An overview of the science supporting the art
Qigong, Tai Chi Ch’uan, Bagua, Hsing-I and Yichuan are all facets of the Internal Arts and are known for their health enhancing effects. Though they are all related and have similar effects, for simplicities sake we will refer to them as qigong for the remainder of this article.
For some time western medicine has dismissed the notion of Qigong as a clinically effective tool for maintaining personal health. It is easy to understand why this has been the case. The benefits practitioners associate with Qigong are widely varied and in many cases extraordinary. In addition, Qigong was “grandfathered-in” to the modern era. It has been an accepted part of life for literally thousands of years; utilized for the cultivation of personal health, enhancing one’s mental state and developing remarkable strength or martial ability. (The earliest documented evidence of qigong goes as far back as 500 B.C.). Seen from outside, without a history and culture that confirms them, these statements appear beyond believability. However, in recent years studies have been carried out and evidence is stacking up which supports the efficacy Qigong as a health enhancing practice.
Qigong and Western Medicince
In a study of the influence of Qigong practice on the cumulative effects of aging a number of benefits were confirmed. Superoxide dismutase is an enzyme produced by the body which is known to counteract free radicals. In the study group of practitioners the serum level of SOD was 38% higher.
Another study group of patients with medically controlled hypertension were tracked over the course of twenty years. The control group’s (those not practicing qigong) blood pressure gradually increased over that time. Those practicing not only remained stable in pressure levels but were actually able to reduce their drug dosage levels. Also related to high blood pressure, a thirty year study showed an approximately 50% reduction in incidence of death or stroke.
In relation to cancer, patients combining qigong practice with conventional therapy showed dramatic improvements in quality of life: six to eight times greater strength and appetite while going though treatment. Additionally, an observation of patients with gastrointestinal tumors showed that 20% more survived beyond the one year mark by integrating qigong into their care. At the five year mark the survival number was 50% higher.

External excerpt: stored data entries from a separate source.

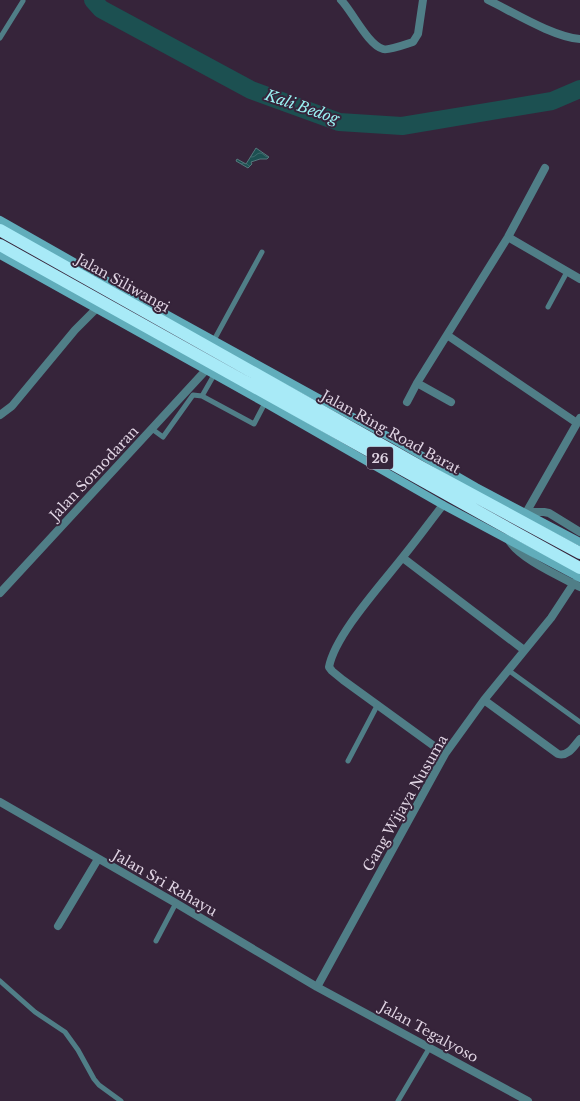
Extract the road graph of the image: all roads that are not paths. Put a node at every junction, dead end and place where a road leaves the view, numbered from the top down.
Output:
1 (341, 0) edge
2 (423, 0) edge
3 (488, 0) edge
4 (23, 1) dead end
5 (0, 38) edge
6 (580, 39) edge
7 (545, 168) dead end
8 (0, 220) edge
9 (0, 230) edge
10 (508, 236) junction
11 (0, 245) edge
12 (262, 252) dead end
13 (0, 255) edge
14 (567, 272) junction
15 (580, 279) edge
16 (548, 307) dead end
17 (96, 310) junction
18 (147, 333) junction
19 (447, 335) junction
20 (214, 340) junction
21 (232, 360) junction
22 (206, 370) junction
23 (227, 372) junction
24 (214, 375) junction
25 (417, 383) junction
26 (202, 396) junction
27 (407, 402) dead end
28 (450, 402) dead end
29 (265, 403) junction
30 (324, 407) junction
31 (0, 415) edge
32 (578, 421) edge
33 (152, 429) junction
34 (443, 505) junction
35 (522, 514) junction
36 (537, 524) junction
37 (580, 532) edge
38 (509, 534) junction
39 (580, 542) edge
40 (580, 553) edge
41 (403, 558) junction
42 (580, 568) edge
43 (578, 583) edge
44 (0, 592) edge
45 (524, 650) junction
46 (508, 670) junction
47 (484, 700) junction
48 (378, 706) junction
49 (580, 722) edge
50 (580, 739) edge
51 (445, 754) junction
52 (348, 761) dead end
53 (0, 802) edge
54 (98, 859) junction
55 (176, 903) junction
56 (58, 926) dead end
57 (156, 941) dead end
58 (0, 981) edge
59 (317, 987) junction
60 (430, 1047) junction
61 (513, 1098) edge
62 (121, 1101) edge
63 (398, 1101) edge
64 (528, 1101) edge

1 - 2 street
3 - 6 street
4 - 5 lane
7 - 10 street
8 - 20 street
9 - 21 highway, Jalan Siliwangi / 26
10 - 14 street
10 - 19 street
11 - 18 highway, Jalan Siliwangi / 26
12 - 20 lane
13 - 17 street
14 - 15 street
14 - 16 lane
17 - 18 street
17 - 31 street
18 - 22 street
18 - 23 highway, Jalan Siliwangi / 26
19 - 25 street
19 - 32 street
20 - 30 street
21 - 23 highway
21 - 30 highway, Jalan Ring Road Barat / 26
22 - 24 street
22 - 33 street, Jalan Somodaran
23 - 38 highway, Jalan Ring Road Barat / 26
24 - 26 lane
24 - 29 street
25 - 27 street
25 - 28 street
26 - 29 lane
26 - 33 lane
29 - 34 street
30 - 35 highway, Jalan Ring Road Barat / 26
32 - 35 street
33 - 44 street, Jalan Somodaran
34 - 38 street
34 - 41 street
35 - 36 highway, Jalan Ring Road Barat / 26
35 - 37 street
36 - 39 street
36 - 40 highway, 26
38 - 42 highway, Jalan Ring Road Barat / 26
38 - 43 street
38 - 43 street
41 - 45 street
41 - 48 street
43 - 45 street, Gang Wijaya Nusuma
45 - 46 street, Gang Wijaya Nusuma
46 - 47 street, Gang Wijaya Nusuma
46 - 49 lane
47 - 50 street
47 - 51 street, Gang Wijaya Nusuma
48 - 51 street
48 - 52 lane
51 - 59 street, Gang Wijaya Nusuma
53 - 54 street, Jalan Sri Rahayu
54 - 55 street, Jalan Sri Rahayu
54 - 56 street
55 - 57 lane
55 - 59 street, Jalan Sri Rahayu
58 - 62 lane
59 - 60 street, Jalan Tegalyoso
60 - 61 street, Jalan Tegalyoso
60 - 63 lane
61 - 64 street, Jalan Tegalyoso

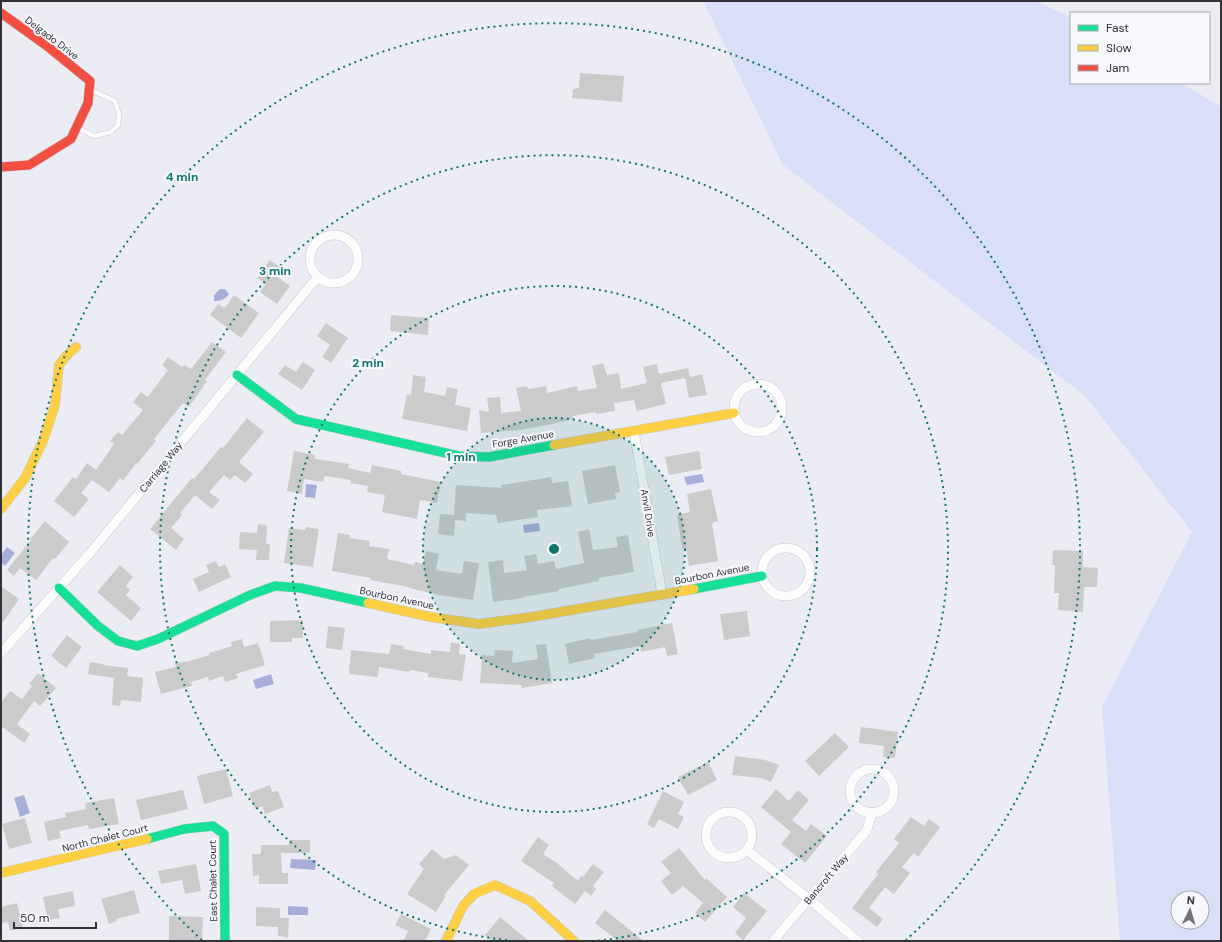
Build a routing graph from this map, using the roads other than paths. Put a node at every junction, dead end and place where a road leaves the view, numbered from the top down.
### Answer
1 (1, 13) edge
2 (89, 85) junction
3 (76, 127) junction
4 (1, 167) edge
5 (318, 278) junction
6 (76, 347) dead end
7 (237, 375) junction
8 (734, 413) junction
9 (634, 431) junction
10 (1, 509) edge
11 (762, 576) junction
12 (59, 588) junction
13 (662, 594) junction
14 (1, 653) edge
15 (872, 812) junction
16 (213, 826) joint
17 (747, 850) junction
18 (1, 873) edge
19 (809, 898) junction
20 (225, 941) edge
21 (446, 941) edge
22 (574, 941) edge
23 (773, 941) edge
24 (858, 941) edge

1 - 2 street, Delgado Drive
2 - 3 street
2 - 3 lane
3 - 4 street
5 - 5 street
5 - 7 street, Carriage Way
6 - 10 street
7 - 9 street, Forge Avenue
7 - 12 street, Carriage Way
8 - 8 street
8 - 9 street, Forge Avenue
9 - 13 street, Anvil Drive
11 - 11 street, Bourbon Avenue
11 - 13 street, Bourbon Avenue
12 - 13 street, Bourbon Avenue
12 - 14 street, Carriage Way
15 - 15 street
15 - 19 street, Bancroft Way
16 - 18 street, North Chalet Court
16 - 20 street, East Chalet Court
17 - 17 street
17 - 19 street
19 - 23 street, Bancroft Way
19 - 24 street
21 - 22 street

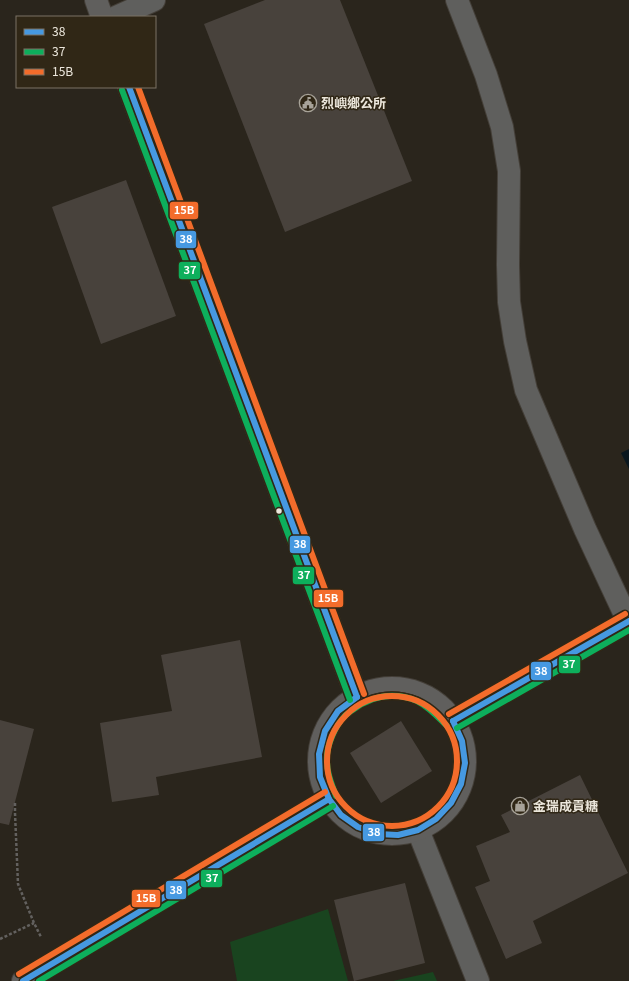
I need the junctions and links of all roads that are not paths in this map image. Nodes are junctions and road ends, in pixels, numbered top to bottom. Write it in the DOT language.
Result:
graph roads {
  1 [pos="96,0"];
  2 [pos="154,0"];
  3 [pos="458,0"];
  4 [pos="102,16"];
  5 [pos="118,16"];
  6 [pos="129,88"];
  7 [pos="629,621"];
  8 [pos="357,697"];
  9 [pos="453,721"];
  10 [pos="329,799"];
  11 [pos="418,830"];
  12 [pos="23,981"];
  13 [pos="478,981"];
  1 -- 4 [label="main road"];
  2 -- 5 [label="street"];
  3 -- 7 [label="street"];
  6 -- 8 [label="main road"];
  7 -- 9 [label="main road"];
  8 -- 9 [label="main road"];
  8 -- 10 [label="main road"];
  9 -- 11 [label="main road"];
  10 -- 11 [label="main road"];
  10 -- 12 [label="main road"];
  11 -- 13 [label="street"];
}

Anecdotally, there are many stories like that of Yin Xiao Ling, who was diagnosed with a rare form of cancer and given six months to live. Yin began practicing Qigong out of desperation and to the surprise of his doctors is still alive 22 years later. While this is a remarkable effect and cannot be guaranteed, stories to this effect are not uncommon.
This article is not intended to be an exhaustive analysis of all the potential benefits of practicing the Internal Arts. We are simply raising awareness of the fact that scientific analysis has verified the remarkable benefits to ones health that these arts provide. Please review these more extensive studies to validate the facts stated above and to learn more.
While these effects are noteworthy and encouraging it is important to understand that, as with traditional Chinese medicine, the Internal Arts are not intended as an urgent therapy. They are most effective as a practice to maintain and enhance health. To receive the most from your efforts the practice should be as integral to your daily life as showering or feeding yourself a good meal. Take the time to care for your well being and your odds of maintaining health will be much stronger.